So I have two batteries of 9V (so 18V) and a 1MegaOhm resistor.

What I want is a 1 mA current through the resistor. How do I accomplish this? What other components do I need in order to force 1 mA through this resistor?

If I just connect the 18V to the resistor, by Ohm's law, I would not accomplish anything.

Obs: Of course, all this without increasing the voltage so I get 1mA.

Is it possible?

 

nope.

 

So I have two batteries of 9V (so 18V) and a 1MegaOhm resistor.

What I want is a 1 mA current through the resistor. How do I accomplish this? What other components do I need in order to force 1 mA through this resistor?

If I just connect the 18V to the resistor, by Ohm's law, I would not accomplish anything.

Obs: Of course, all this without increasing the voltage so I get 1mA.

Is it possible?

Why would you think it is possible?

By Ohm's Law, how much voltage MUST appear across the resistor to get 1 mA through it?

 

1000 volts will "push" 1 mA through a resistance of 1 Meg.

A flyback transformer circuit could possibly give you short duration pulses that approach 1000 volts from 18 volts DC.

 

1000 volts will "push" 1 mA through a resistance of 1 Meg.

A flyback transformer circuit could possibly give you short duration pulses that approach 1000 volts from 18 volts DC.

Though that would violate his spec of doing this without increasing the voltage.

@RdAdr : Could you clarify what you meant by not wanting to increase the voltage?

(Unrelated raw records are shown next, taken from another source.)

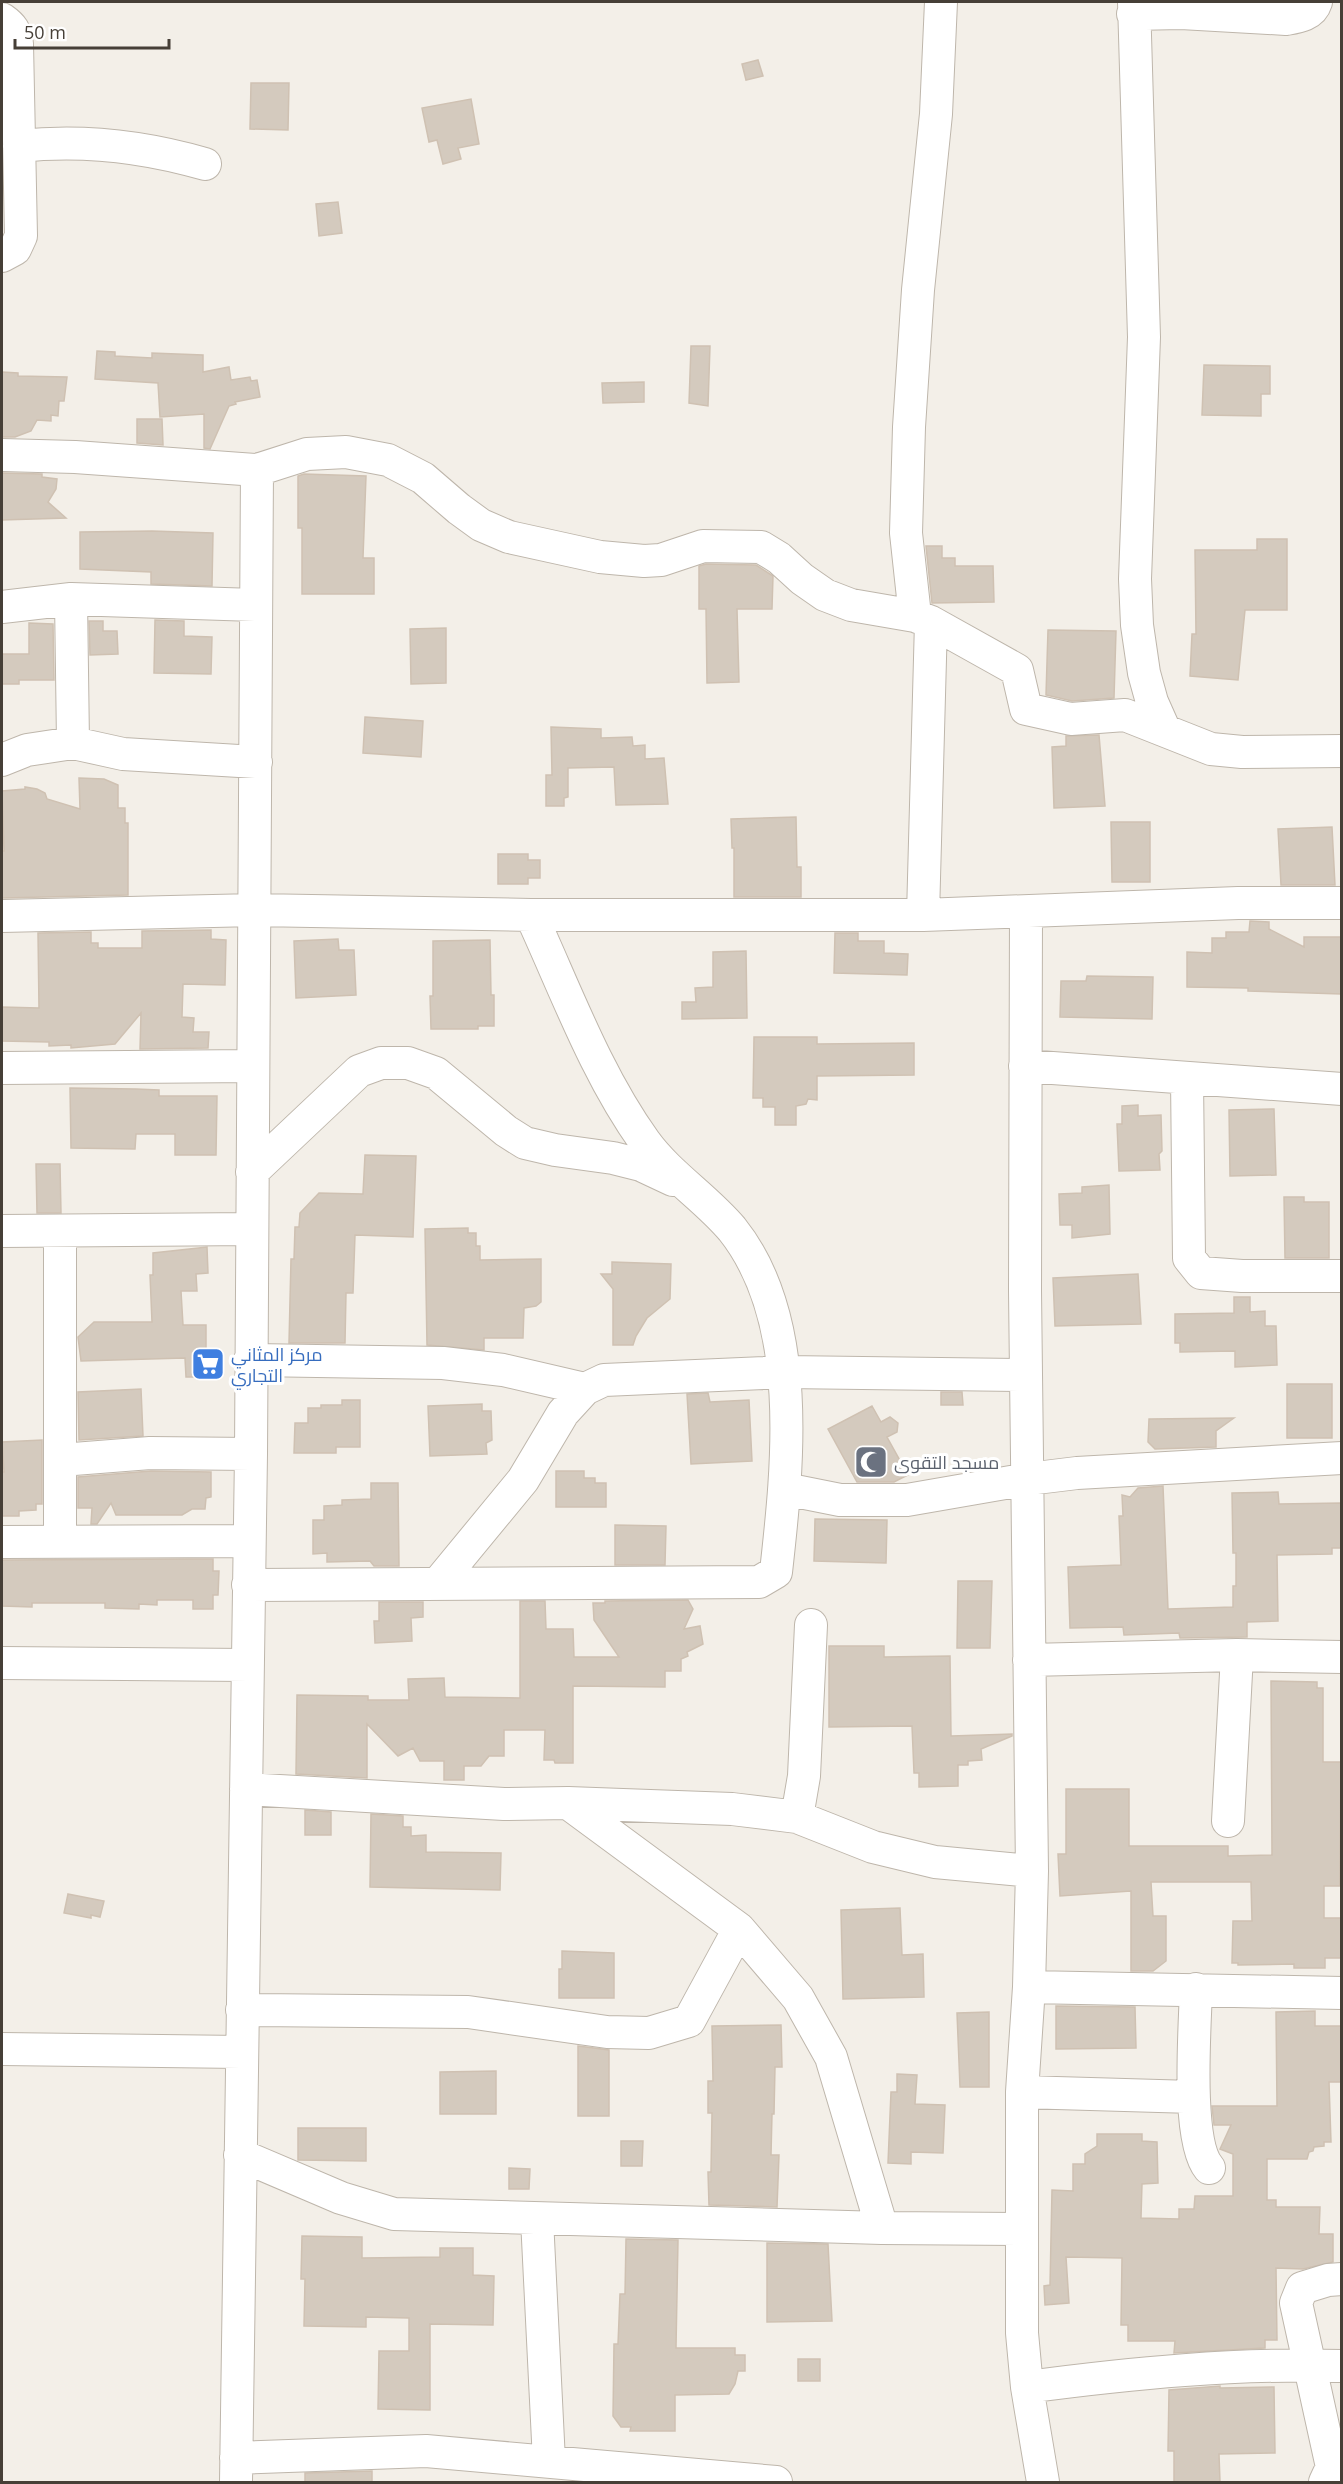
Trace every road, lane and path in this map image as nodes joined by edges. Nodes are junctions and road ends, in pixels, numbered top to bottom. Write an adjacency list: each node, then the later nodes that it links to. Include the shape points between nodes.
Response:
1 (940, 2): 13 (street, via 936,114 909,427 906,533)
2 (1316, 2): 3 (street, via 1303,16 1286,19)
3 (1134, 8): 14 (street, via 1144,337 1137,625 1144,673)
4 (2, 19): 5 (street, via 16,34)
5 (19, 146): 6 (street, via 75,142 148,150); 7 (street, via 21,236 15,249)
6 (205, 164)
7 (2, 256)
8 (2, 455): 9 (street)
9 (257, 470): 11 (street); 13 (street, via 307,454 346,452 388,460 423,478 481,525 509,537 600,557 644,561 661,560 703,546 760,547 825,595 851,606)
10 (70, 599): 11 (street); 12 (street); 15 (street)
11 (255, 605): 18 (street)
12 (2, 606)
13 (923, 619): 14 (street, via 1017,670 1026,710 1071,719 1125,715); 23 (street)
14 (1164, 729): 16 (street, via 1211,749)
15 (73, 743): 17 (street, via 27,750); 18 (street, via 123,754)
16 (1341, 751)
17 (2, 760)
18 (256, 762): 20 (street)
19 (1341, 903): 21 (street)
20 (255, 910): 22 (street); 24 (street); 25 (street)
21 (1026, 912): 23 (street); 26 (street)
22 (531, 915): 23 (street); 31 (street, via 611,1089 646,1144)
23 (923, 915)
24 (2, 916)
25 (253, 1066): 27 (street); 30 (street)
26 (1026, 1066): 28 (street); 38 (street)
27 (2, 1068)
28 (1187, 1079): 29 (street); 35 (street, via 1189,1258 1202,1273)
29 (1341, 1089)
30 (252, 1172): 31 (street, via 359,1071 381,1063 408,1063 436,1073 525,1143 641,1165); 32 (street)
31 (687, 1187): 37 (street, via 731,1229 761,1274)
32 (252, 1229): 34 (street); 36 (street)
33 (2, 1231): 34 (street)
34 (60, 1231): 42 (street)
35 (1341, 1276)
36 (250, 1360): 39 (street, via 443,1363 503,1370); 40 (street)
37 (785, 1371): 38 (street); 39 (street, via 604,1380); 44 (street)
38 (1025, 1375): 43 (street)
39 (585, 1389): 48 (street, via 563,1413 523,1479)
40 (251, 1454): 42 (street, via 150,1453); 45 (street)
41 (1341, 1458): 43 (street)
42 (62, 1460): 47 (street)
43 (1028, 1479): 44 (street, via 907,1500 840,1500); 53 (street)
44 (785, 1489): 48 (street, via 776,1572 759,1582)
45 (249, 1541): 47 (street); 49 (street)
46 (2, 1542): 47 (street)
47 (60, 1542)
48 (439, 1582): 49 (street)
49 (248, 1585): 55 (street)
50 (811, 1625): 58 (street, via 804,1776)
51 (1237, 1655): 52 (street); 53 (street); 59 (street)
52 (1341, 1657)
53 (1029, 1660): 60 (street)
54 (2, 1663): 55 (street)
55 (248, 1665): 56 (street)
56 (246, 1789): 57 (street, via 504,1804); 65 (street)
57 (568, 1803): 58 (street, via 732,1809); 61 (street)
58 (797, 1817): 60 (street, via 873,1847 935,1862)
59 (1228, 1821)
60 (1032, 1871): 62 (street)
61 (739, 1929): 65 (street, via 689,2021 649,2033 607,2032 468,2012); 73 (street, via 798,1998 831,2057)
62 (1029, 1987): 63 (street); 68 (street)
63 (1196, 1989): 64 (street); 69 (street)
64 (1341, 1993)
65 (242, 2010): 67 (street)
66 (2, 2049): 67 (street)
67 (241, 2052): 70 (street)
68 (1022, 2092): 69 (street); 74 (street)
69 (1193, 2097): 71 (street, via 1201,2159)
70 (240, 2155): 72 (street, via 341,2198 394,2214); 80 (street)
71 (1209, 2168)
72 (537, 2219): 73 (street); 79 (street)
73 (882, 2228): 74 (street)
74 (1021, 2229): 78 (street)
75 (1341, 2279): 76 (street, via 1302,2288 1296,2303)
76 (1310, 2365): 77 (street); 78 (street, via 1186,2369); 83 (street, via 1332,2467)
77 (1341, 2366)
78 (1027, 2387): 82 (street)
79 (549, 2461): 80 (street, via 426,2451); 81 (street)
80 (236, 2470)
81 (776, 2482)
82 (1043, 2482)
83 (1325, 2482)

Are you saying you truly don't want to increase the voltage but still somehow get 1 mA through a 1 MΩ resistor? Or are you just saying that you want to keep the 18 V as your power source but are willing to include components that increase that to the necessary 1000 V?

If the latter, keep in mind that even with 100% efficiency in the voltage conversion you would need to draw 56 mA from the batteries. This is not an unreasonable current for a 9V alkaline battery, though your continuous-duty service life would only be about 8 hours. Realistically, you would probably be pulling upwards of 100 mA and thus only seeing about four hours of life.

 

1000 volts will "push" 1 mA through a resistance of 1 Meg.

A flyback transformer circuit could possibly give you short duration pulses that approach 1000 volts from 18 volts DC.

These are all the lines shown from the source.